## [Exercise aim]
Locate the string "linecap" throughout the material and copy every line in which it occurs.

## [Supplied material]
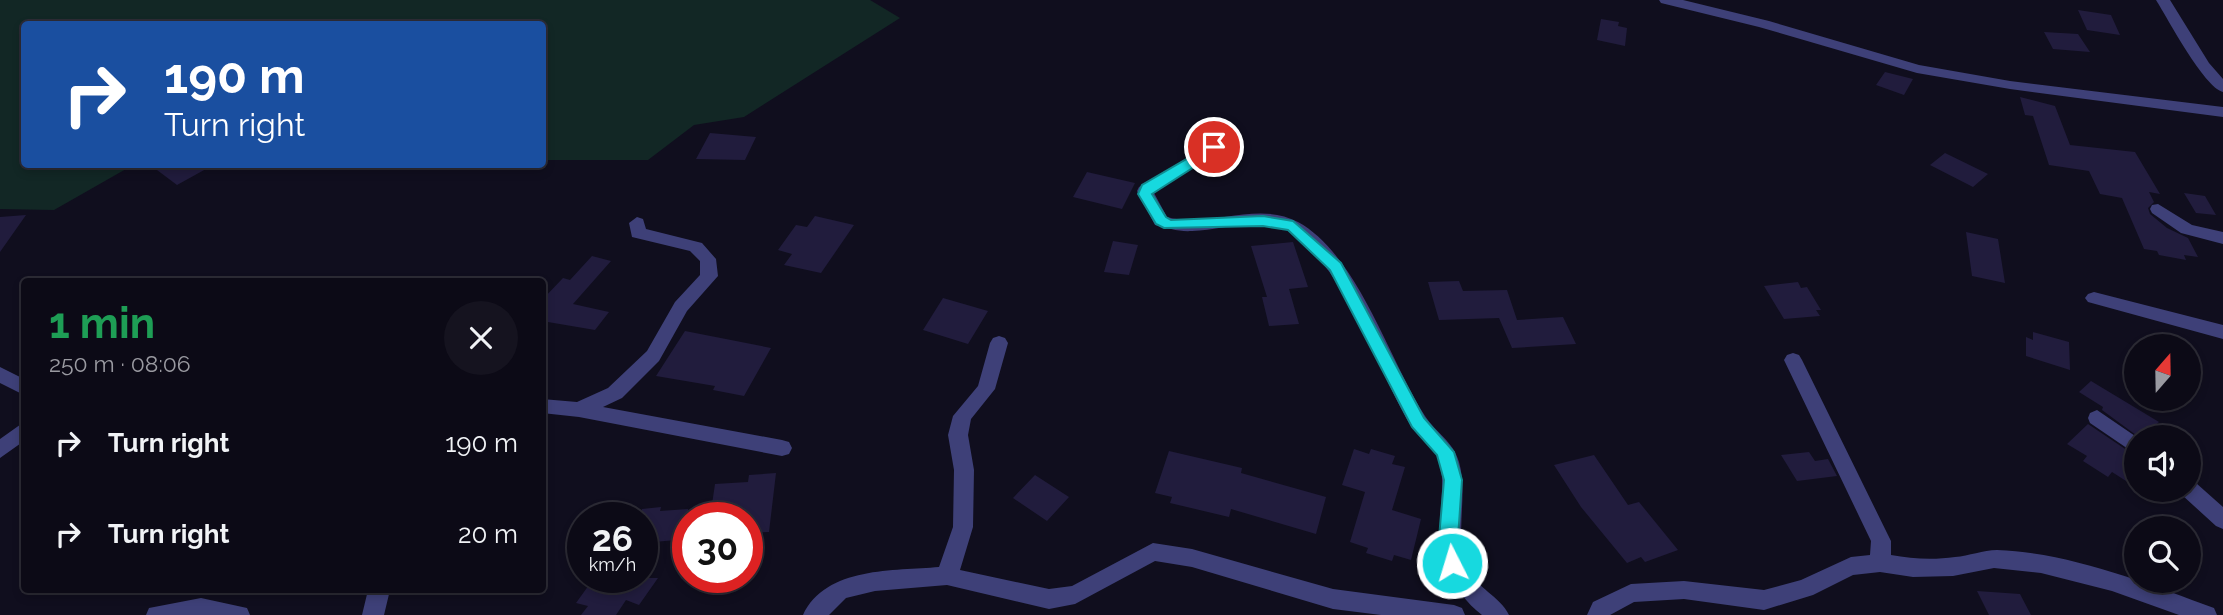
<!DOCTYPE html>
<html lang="en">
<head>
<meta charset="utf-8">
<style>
  :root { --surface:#0c0a16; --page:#15131f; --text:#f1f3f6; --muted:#9a9aa1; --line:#2c2b35 }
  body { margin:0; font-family:Raleway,sans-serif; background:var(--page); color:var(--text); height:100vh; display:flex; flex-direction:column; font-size:26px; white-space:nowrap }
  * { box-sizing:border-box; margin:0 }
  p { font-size:23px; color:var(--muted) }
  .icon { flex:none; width:38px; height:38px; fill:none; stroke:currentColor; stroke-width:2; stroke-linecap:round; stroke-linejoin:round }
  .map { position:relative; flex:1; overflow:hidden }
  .sheet { position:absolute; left:21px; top:278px; width:525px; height:315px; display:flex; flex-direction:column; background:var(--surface); border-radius:7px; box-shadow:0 4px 10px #0003,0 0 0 2px var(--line) }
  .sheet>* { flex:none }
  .guide { position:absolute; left:21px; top:21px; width:525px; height:147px; border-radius:7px; box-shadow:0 4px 10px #0003,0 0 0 2px var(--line); background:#1a4fa0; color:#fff; overflow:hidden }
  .needle { width:46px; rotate:20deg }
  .tools { position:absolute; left:2124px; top:334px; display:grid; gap:14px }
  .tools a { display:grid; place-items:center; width:77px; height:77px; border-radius:50%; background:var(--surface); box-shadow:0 4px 10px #0003,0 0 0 2px var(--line); font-size:35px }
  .speed { position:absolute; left:567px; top:502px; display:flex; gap:14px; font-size:35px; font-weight:700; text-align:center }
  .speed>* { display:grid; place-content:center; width:91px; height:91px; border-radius:50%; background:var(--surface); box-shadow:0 4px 10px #0003,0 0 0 2px var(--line); line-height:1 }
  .speed small { font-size:18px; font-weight:400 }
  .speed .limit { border:10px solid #d22; background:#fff; color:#111 }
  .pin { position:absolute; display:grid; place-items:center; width:60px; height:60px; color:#fff; margin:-30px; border:4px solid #fff; border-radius:50%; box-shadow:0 2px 7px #0007 }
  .me { position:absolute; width:77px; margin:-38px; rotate:355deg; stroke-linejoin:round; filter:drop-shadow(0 0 5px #0008) }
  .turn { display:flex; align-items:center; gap:24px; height:147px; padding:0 28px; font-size:32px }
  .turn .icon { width:91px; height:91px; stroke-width:2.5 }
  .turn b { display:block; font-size:49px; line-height:60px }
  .round { display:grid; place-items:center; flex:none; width:74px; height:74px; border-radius:37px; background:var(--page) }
  .summary { display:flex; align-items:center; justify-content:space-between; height:119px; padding:0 28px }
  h1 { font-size:42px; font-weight:700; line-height:52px; color:#1e9e55 }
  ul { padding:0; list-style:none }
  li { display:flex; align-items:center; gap:21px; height:91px; padding:0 28px }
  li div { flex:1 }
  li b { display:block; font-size:26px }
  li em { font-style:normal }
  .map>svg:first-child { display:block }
  .green { fill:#122725 }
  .building { fill:#211c3d }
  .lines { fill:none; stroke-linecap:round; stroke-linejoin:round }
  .street { fill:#3e4078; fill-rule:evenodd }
  .route { fill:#17d9df; stroke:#0f8d91; stroke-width:2 }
</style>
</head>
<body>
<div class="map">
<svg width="2223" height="615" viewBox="0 0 2223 615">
  <rect width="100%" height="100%" fill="#100e1e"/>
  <!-- green -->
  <path class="green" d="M0,0H870L900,18L744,117L694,125L648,160H543L542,24H24V164L133,165L54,210L0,209Z"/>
  <!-- building -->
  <path class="building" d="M2078,10L2111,15L2120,35L2087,30Z
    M1601,19L1619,22L1618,26L1627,28L1625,46L1597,40Z
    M2044,32L2078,34L2090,52L2053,49Z
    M1885,72L1913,79L1904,95L1876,85Z
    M2020,97L2055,106L2070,145L2135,152L2160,194L2149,192L2154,202L2148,208L2150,214L2167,228L2188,238L2198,257L2184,255L2186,260L2159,255L2157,251L2144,249L2122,198L2100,194L2089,171L2049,165L2033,116L2025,115Z
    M710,133L756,137L745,160L696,159Z
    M1945,153L1988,174L1973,187L1930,165Z
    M149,164H215L177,185Z
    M1087,172L1135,183L1122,209L1073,197Z
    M2184,193L2205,196L2216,215L2196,213Z
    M26,215L0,252V217Z
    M815,216L854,225L821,273L784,265L792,254L778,250L796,225L807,227Z
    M1966,232L1998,239L2005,283L1972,276Z
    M1113,241L1138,245L1129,275L1104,272Z
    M1293,242L1308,287L1289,289L1299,324L1269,326L1262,297H1267L1251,246Z
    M592,256L611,261L573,304L609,312L595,330L542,321V300L563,278L570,280Z
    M1459,281L1463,291L1507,290L1517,320L1563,317L1576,344L1512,348L1499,318L1439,320L1428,282Z
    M1798,282L1801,288L1807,287L1821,310H1816L1820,316L1784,319L1764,286Z
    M943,298L988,311L968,344L923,330Z
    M685,331L771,348L744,396L713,390L715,386L656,376Z
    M2033,332L2069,342L2070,370L2026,356V337L2033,340Z
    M2091,381L2159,422L2140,438L2102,410L2103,407L2079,392Z
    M2088,424L2137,457V488L2112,472L2108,477L2083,461L2087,456L2067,444Z
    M1354,449L1369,454L1371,449L1395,456L1392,464L1405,467L1392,510L1421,519L1411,560L1394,555L1392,561L1366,553L1368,548L1350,542L1365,492L1342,485Z
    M1169,451L1242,468L1241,473L1326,497L1316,534L1231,509L1229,517L1170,503L1172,497L1155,493Z
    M1809,452L1815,461L1828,459L1837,476L1797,481L1781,455Z
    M1594,455L1628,505L1639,502L1678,550L1645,562L1641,557L1627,563L1581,507L1554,465Z
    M776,473L769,532L747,533V518H710L715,484L748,482L749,475Z
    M1035,475L1069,497L1047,521L1013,498Z
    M661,507L660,511L688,509V539L642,543V509Z
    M594,578H658L639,605L626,600L616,615H581L588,606L576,603Z
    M1977,591L2020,594L2031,615H1989Z"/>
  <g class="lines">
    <!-- street -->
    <path class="street" d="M1659,0H1683L1769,21L1919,65L2010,81L2223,107V117L2010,89L1917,73L1759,27L1661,3Z
      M2156,0H2170L2209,63L2223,79V92C2204,87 2168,19 2156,0Z
      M1214,142L1222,147L1219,150L1154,193L1167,217C1210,229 1257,200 1298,222C1358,255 1389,360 1425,416C1436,433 1453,441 1459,462C1469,497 1453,533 1468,568C1476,588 1500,596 1509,615H1482C1446,587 1438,548 1441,506C1442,490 1444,473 1438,458C1433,445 1418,438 1411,426C1377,370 1344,262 1286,230C1259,215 1221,231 1192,231C1179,232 1167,228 1155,225L1137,191L1139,187Z
      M2158,204L2192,225L2223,232V244L2181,233L2152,213L2150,209L2152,205Z
      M637,217L643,219L646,229L702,243L716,259L718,276L687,311L659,361L622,398L603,407L782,440L789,442L792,448L789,454L782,456L579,417L542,413V399L577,402L608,388L647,351L675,302L700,275V261L690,251L632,237L629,223Z
      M2094,292L2223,325V339L2088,302L2085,298L2088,294Z
      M999,336L1005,338L1008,343L995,389L971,419L968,435L974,470L973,527L960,570L1049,589L1072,586L1153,543L1192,549L1333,589L1454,605L1462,608L1465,615H1381L1333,609L1192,567L1155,561L1075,604L1049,609L947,585L875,591L846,598L829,615H803C826,566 895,571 939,567L953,527L954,470L948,435L953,416L978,386L990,343L993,338Z
      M1793,353L1799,355L1802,360L1888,535L1891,541V555C1912,559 1934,560 1955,557C1969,556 1983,550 1997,550C2071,553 2145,583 2214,608L2217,615H2179L2112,591L2041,573L1994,568L1953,576L1913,577L1880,572L1853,575L1813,595L1764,610L1684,599L1634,602L1610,615H1587L1593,602L1631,584L1684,581L1764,590L1801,580L1851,557L1870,555L1871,541L1784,360L1787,355Z
      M0,367L24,379V395L0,383Z
      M2097,410L2138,438L2137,455L2090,423L2088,418L2090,413Z
      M24,422V441L0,458V439Z
      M2189,481L2196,483L2223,507V529L2216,526L2182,495L2180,490H2189Z
      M368,590H390L384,615H362Z
      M201,598L247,608L250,615H146L149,608Z"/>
  </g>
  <!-- route -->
  <path class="route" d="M1214,143L1221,147L1219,151L1152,194L1166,217L1171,220L1263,216L1293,221L1341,263L1424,418L1454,452L1462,480L1458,538L1462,563L1459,568H1446L1439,538L1444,480L1437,455L1412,427L1330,270L1288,230L1263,226L1164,228L1156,224L1138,194L1142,185Z"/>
</svg>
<div class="tools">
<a><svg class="needle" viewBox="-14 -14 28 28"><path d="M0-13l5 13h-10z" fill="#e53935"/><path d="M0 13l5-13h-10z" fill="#9a9aa1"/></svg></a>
<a><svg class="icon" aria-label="sound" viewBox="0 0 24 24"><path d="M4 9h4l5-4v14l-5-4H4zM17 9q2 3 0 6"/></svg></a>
<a><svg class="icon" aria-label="search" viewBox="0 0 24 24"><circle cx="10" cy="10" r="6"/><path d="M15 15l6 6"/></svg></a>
</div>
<div class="speed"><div>26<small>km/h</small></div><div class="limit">30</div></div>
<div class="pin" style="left:1214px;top:147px;background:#d93025"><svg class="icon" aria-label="arrive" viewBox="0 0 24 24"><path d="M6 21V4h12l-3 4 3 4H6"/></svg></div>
<svg class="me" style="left:1452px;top:563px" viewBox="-20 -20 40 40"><circle r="17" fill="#17d9df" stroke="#fff" stroke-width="3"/><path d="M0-11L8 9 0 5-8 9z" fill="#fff"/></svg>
<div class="guide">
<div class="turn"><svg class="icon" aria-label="right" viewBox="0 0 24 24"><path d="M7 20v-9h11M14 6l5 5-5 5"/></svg><div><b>190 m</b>Turn right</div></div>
</div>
<section class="sheet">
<div class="summary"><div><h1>1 min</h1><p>250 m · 08:06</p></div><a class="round"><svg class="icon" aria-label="close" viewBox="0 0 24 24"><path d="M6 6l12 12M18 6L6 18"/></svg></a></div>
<ul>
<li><svg class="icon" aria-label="right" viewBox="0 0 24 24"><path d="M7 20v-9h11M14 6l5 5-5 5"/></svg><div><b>Turn right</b></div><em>190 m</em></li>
<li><svg class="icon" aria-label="right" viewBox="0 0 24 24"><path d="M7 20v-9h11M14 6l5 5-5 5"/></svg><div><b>Turn right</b></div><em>20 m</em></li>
</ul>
</section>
</div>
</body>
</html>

## [Your response]
  .icon { flex:none; width:38px; height:38px; fill:none; stroke:currentColor; stroke-width:2; stroke-linecap:round; stroke-linejoin:round }
  .lines { fill:none; stroke-linecap:round; stroke-linejoin:round }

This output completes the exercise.